I'm considering starting that series, but I haven't read many of the NF books (and even then, not for many years)
 
Yes, I'd definitely read Double or Nothing as part of a NF read. And honestly don't read the whole Double Helix crossover. Just read Double or Nothing. There are enough continuity problems and head scratchers between the entries in that series that I think it might make more sense as a standalone than it would as part of the series. Double Helix was not a Trek publishing line highlight.
 
Yes, I'd definitely read Double or Nothing as part of a NF read. And honestly don't read the whole Double Helix crossover. Just read Double or Nothing. There are enough continuity problems and head scratchers between the entries in that series that I think it might make more sense as a standalone than it would as part of the series. Double Helix was not a Trek publishing line highlight.
Wishing I hadn't just bought the omnibus now, haha!
 
7 – The Quiet Place

I don’t know how much of New Frontier was planned from the start and how much was made up as the series went along, I dare say a good deal of both. Si Cwan, the Excalibur’s Thallonian Ambassador was established as being motivated by his search to be reunited with his younger sister Kalindar.

Whilst I do think Peter David does a good job of cycling through the different characters in each instalment so we don’t get too much of Calhoun or Lefler, The Quiet Place introduces us to several new faces and perhaps at the expense of our series regulars.

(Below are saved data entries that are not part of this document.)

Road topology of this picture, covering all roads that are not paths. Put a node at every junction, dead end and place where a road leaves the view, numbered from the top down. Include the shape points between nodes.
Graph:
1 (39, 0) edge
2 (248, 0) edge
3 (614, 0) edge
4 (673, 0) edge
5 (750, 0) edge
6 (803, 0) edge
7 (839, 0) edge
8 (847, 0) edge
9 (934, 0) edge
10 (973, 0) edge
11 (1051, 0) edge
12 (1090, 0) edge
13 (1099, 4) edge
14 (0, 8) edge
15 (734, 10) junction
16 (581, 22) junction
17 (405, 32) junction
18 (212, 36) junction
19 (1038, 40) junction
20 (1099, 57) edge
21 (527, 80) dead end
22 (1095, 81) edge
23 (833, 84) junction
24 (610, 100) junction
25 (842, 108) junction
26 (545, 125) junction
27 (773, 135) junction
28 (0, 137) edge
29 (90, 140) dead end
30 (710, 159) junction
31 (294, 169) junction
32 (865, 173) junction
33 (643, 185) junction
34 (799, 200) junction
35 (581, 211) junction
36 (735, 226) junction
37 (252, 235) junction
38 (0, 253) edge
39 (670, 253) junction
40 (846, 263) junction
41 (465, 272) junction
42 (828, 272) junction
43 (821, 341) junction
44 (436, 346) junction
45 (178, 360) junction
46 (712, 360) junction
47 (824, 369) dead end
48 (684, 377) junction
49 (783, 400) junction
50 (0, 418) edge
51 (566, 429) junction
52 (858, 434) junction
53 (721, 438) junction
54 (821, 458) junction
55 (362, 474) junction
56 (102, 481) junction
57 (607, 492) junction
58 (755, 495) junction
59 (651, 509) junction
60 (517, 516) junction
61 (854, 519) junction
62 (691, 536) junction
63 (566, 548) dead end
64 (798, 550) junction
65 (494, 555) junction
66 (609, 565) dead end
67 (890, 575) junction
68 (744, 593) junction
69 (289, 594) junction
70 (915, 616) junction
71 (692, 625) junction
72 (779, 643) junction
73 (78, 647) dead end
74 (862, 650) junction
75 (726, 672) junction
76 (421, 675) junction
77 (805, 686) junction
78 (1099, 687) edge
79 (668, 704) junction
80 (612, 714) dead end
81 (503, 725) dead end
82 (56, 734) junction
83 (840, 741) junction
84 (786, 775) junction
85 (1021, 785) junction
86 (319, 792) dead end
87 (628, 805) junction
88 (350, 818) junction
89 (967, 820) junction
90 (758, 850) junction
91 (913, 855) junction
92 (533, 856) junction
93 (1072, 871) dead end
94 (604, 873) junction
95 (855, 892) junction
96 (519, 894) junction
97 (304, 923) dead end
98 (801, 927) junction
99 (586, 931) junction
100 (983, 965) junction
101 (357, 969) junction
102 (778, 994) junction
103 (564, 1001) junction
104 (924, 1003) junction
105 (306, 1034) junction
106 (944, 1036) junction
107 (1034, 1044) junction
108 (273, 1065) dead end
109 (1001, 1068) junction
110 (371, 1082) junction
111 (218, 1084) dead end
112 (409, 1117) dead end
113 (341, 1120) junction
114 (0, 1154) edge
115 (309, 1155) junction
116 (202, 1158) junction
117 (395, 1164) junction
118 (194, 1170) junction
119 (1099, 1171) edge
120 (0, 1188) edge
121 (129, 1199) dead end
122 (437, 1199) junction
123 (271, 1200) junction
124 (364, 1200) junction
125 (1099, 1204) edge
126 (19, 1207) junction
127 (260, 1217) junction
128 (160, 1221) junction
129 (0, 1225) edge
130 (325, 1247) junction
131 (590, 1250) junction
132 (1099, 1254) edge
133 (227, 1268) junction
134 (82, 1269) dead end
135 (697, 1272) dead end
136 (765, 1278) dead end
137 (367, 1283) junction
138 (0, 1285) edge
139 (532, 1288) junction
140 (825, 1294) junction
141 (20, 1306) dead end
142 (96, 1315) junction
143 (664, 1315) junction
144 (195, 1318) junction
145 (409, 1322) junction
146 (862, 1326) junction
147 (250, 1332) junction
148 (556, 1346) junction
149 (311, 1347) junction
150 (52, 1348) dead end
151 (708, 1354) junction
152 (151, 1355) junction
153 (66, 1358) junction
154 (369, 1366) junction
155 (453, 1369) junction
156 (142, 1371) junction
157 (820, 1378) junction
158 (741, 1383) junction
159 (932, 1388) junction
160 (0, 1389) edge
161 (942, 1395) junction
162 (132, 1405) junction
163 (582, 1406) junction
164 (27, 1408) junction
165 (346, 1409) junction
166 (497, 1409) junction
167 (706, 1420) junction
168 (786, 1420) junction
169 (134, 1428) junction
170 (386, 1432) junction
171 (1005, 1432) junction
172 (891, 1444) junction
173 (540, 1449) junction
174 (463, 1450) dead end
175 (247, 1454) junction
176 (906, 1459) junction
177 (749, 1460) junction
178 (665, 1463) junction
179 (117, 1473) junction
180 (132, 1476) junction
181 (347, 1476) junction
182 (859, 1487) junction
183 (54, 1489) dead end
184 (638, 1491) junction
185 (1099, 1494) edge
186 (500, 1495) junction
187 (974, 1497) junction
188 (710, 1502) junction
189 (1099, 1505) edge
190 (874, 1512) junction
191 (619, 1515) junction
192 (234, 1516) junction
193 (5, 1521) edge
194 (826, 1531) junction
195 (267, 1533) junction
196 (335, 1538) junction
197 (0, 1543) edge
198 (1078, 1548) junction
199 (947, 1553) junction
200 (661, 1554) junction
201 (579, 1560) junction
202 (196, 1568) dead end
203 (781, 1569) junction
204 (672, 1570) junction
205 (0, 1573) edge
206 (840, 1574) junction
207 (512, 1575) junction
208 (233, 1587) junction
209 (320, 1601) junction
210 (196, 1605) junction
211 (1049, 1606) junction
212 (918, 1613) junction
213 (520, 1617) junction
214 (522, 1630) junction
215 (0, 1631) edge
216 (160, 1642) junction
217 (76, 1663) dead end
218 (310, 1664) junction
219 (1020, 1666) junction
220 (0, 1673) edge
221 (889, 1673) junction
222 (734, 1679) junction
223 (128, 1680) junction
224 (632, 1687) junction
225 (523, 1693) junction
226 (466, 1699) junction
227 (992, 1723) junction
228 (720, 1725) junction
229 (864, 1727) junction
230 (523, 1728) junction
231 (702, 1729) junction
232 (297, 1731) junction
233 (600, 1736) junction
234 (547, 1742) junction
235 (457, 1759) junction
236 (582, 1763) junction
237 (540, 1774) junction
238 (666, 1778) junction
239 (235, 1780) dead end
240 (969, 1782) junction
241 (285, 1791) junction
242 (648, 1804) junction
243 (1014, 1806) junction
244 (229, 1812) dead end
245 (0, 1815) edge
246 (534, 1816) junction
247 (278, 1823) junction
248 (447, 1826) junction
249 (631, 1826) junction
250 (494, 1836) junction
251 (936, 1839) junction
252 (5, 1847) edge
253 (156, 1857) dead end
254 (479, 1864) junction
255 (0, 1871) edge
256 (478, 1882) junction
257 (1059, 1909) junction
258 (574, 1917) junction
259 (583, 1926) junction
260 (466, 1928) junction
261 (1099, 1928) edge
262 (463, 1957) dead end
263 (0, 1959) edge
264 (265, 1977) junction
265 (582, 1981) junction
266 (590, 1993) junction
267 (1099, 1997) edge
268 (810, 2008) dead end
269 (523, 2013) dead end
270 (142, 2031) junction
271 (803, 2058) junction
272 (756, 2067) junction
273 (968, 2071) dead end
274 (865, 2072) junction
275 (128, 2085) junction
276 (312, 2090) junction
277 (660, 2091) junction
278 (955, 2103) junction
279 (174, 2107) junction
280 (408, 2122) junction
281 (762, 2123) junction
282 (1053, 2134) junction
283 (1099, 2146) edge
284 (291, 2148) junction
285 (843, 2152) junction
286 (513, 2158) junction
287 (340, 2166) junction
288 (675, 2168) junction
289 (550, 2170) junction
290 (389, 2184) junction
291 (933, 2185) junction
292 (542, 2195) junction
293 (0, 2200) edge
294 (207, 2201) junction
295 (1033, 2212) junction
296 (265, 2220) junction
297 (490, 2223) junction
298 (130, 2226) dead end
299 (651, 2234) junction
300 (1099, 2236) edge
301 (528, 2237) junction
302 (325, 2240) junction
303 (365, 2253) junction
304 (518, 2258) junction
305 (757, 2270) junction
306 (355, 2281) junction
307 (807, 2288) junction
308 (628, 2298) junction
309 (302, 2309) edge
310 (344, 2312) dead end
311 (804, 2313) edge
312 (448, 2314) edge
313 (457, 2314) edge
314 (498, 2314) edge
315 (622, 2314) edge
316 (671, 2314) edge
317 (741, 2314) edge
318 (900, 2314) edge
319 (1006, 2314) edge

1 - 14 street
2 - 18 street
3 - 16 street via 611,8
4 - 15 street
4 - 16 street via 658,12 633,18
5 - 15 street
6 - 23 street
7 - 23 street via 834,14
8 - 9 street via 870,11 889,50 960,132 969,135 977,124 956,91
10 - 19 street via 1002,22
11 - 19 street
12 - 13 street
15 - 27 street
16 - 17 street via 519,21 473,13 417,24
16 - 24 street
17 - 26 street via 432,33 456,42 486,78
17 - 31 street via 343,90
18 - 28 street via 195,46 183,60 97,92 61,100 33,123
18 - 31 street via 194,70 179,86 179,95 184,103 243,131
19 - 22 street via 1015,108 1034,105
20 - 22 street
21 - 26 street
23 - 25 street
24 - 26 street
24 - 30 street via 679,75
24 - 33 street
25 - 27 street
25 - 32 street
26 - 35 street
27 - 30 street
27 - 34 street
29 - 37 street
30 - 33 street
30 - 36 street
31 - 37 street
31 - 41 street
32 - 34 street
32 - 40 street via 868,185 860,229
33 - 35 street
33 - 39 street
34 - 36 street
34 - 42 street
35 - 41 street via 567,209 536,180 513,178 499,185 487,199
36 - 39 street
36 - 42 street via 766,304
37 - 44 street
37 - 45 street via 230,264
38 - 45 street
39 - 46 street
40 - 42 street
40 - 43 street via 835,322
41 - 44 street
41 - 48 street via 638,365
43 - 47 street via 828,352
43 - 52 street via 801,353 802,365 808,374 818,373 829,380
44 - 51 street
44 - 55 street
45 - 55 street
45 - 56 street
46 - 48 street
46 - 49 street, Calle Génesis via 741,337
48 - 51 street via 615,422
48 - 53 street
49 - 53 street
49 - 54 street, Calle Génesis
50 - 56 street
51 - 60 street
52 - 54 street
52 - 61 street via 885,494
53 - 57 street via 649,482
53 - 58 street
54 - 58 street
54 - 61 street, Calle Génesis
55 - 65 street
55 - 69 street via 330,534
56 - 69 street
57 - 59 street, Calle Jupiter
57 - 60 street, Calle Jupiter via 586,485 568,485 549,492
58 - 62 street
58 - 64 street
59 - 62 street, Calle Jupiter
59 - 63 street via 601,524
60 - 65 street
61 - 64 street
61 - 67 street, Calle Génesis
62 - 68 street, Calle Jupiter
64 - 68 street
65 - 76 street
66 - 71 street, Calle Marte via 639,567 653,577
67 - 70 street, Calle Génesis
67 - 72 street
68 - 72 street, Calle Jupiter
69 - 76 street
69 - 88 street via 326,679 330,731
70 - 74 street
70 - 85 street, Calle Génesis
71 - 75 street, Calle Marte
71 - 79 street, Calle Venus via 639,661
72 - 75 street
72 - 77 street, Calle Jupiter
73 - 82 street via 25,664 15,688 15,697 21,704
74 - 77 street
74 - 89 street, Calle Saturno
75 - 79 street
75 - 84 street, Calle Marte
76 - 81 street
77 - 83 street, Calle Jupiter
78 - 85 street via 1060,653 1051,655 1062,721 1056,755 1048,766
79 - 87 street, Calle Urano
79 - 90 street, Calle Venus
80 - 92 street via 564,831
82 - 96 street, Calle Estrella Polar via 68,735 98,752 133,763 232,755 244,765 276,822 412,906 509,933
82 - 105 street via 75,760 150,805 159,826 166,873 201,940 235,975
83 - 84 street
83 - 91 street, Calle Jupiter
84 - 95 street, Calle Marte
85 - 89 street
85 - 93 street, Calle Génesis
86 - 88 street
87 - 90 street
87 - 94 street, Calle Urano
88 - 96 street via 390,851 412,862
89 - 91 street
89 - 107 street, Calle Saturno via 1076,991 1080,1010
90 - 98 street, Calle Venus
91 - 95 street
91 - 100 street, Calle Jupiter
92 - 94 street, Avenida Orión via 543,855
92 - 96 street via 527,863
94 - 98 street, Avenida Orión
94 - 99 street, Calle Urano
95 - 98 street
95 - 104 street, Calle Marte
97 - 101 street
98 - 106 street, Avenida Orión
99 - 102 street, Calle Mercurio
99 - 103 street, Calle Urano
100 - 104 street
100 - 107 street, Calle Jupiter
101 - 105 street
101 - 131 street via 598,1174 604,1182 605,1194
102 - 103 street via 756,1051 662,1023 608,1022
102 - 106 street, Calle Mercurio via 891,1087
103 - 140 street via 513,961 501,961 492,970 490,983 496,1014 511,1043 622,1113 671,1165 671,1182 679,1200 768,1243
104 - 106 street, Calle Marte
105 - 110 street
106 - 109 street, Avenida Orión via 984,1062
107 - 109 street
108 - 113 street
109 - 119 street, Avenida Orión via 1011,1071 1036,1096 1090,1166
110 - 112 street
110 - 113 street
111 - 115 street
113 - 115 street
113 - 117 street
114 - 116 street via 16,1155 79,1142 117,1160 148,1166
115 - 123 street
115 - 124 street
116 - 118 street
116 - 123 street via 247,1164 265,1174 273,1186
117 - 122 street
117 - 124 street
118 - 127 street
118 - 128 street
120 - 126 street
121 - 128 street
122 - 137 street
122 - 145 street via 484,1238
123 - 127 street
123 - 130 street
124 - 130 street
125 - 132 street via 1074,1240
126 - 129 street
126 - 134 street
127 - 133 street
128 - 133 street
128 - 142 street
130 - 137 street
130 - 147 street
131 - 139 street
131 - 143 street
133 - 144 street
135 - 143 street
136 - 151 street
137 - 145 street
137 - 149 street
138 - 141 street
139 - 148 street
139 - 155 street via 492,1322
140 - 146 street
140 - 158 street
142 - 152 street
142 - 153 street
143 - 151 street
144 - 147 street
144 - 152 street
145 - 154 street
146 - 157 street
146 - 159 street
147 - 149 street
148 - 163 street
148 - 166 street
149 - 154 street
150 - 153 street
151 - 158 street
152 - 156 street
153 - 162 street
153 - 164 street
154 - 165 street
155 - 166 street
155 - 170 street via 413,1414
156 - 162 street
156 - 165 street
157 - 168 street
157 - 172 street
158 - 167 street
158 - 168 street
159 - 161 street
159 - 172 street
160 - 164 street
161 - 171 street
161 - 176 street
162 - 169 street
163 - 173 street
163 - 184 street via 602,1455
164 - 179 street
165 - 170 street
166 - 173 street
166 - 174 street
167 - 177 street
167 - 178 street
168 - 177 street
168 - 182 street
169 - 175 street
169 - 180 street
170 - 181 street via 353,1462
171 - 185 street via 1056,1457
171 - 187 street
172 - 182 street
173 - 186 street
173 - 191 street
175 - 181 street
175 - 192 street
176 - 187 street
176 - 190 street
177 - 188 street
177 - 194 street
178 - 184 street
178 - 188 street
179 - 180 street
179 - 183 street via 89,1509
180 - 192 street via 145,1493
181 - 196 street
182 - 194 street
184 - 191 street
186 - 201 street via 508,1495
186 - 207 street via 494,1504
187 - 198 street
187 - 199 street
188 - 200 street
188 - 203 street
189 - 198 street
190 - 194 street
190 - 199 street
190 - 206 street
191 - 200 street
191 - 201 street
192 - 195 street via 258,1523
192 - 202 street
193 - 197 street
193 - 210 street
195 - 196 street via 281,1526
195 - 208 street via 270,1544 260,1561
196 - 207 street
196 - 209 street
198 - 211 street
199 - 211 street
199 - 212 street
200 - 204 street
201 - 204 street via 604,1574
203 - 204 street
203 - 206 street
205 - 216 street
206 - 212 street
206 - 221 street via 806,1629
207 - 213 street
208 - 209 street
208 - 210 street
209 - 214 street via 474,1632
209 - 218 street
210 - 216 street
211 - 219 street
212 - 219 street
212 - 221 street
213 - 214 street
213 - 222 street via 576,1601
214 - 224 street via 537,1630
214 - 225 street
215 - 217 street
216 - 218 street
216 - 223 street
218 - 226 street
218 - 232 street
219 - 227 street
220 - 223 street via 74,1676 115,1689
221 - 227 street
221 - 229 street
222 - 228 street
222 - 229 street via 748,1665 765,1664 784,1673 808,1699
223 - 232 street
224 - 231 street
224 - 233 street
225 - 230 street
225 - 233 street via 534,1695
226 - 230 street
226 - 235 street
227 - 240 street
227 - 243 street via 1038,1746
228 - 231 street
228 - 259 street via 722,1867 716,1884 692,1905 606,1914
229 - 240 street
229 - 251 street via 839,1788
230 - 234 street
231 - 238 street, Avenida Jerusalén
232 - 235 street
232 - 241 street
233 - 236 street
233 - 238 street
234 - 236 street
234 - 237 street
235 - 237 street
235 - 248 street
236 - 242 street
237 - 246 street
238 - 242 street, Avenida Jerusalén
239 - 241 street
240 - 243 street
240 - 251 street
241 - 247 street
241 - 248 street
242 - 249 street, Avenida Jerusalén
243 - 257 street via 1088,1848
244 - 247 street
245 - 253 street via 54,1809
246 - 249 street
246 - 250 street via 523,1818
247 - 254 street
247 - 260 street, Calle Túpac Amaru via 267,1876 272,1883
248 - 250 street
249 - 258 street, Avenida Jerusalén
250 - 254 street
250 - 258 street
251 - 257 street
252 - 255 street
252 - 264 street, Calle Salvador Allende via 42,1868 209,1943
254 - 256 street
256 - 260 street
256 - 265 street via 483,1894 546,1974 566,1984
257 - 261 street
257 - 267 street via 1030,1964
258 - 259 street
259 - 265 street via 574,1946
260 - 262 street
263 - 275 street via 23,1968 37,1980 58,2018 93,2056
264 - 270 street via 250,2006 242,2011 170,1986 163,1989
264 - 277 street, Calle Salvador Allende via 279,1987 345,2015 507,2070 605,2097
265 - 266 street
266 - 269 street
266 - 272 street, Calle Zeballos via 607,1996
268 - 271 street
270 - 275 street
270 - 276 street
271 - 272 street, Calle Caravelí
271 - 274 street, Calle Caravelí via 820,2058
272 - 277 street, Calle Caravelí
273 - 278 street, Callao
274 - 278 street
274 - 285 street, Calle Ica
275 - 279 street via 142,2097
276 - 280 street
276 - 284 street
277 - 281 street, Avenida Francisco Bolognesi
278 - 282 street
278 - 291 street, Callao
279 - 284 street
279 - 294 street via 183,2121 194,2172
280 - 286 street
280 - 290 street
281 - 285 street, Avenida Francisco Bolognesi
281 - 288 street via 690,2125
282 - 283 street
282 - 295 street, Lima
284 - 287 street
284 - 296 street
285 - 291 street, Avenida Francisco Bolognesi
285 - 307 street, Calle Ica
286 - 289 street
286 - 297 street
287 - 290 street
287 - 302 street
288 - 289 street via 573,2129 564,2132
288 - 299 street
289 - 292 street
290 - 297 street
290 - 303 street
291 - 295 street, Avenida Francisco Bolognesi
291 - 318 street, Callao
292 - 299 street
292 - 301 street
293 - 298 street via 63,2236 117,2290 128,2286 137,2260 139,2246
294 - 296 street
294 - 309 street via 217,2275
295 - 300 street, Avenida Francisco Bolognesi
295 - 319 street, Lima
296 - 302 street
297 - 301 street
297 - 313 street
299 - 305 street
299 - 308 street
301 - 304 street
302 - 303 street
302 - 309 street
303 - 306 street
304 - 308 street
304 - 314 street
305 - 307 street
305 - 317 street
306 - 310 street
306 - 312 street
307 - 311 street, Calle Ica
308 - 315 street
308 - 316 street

Xyon is an interesting character, especially with context from later on. A rogue Han Solo type fits pretty well into NF.

We get more Redeemers who work well as our ongoing baddies and meet The Dogs Of War, who are actual dog mercenaries. I mean… It’s New Frontier don’t question it.

Despite what people who have read the Prologue to my third novel, The McMurdo War might think I am not a massive fan of David’s opening chapters that drop us right into a new character situation and leave any set-up for later. I enjoy seeing our crew on the Excalibur, unfortunately, there isn’t much of that to be seen this time out, apart from a delightful moment with Robin Lefler making a tit out of herself.

I liked that this entry felt like a quest to find the titular place and some interesting twists and reveals, and it moves along at a nice pace. Whilst not a favourite it feels like an improvement over Fire On High.

After what felt like a decade of television modelling itself on LOST, having Si Cwan find his sister without it being drawn out for years felt great.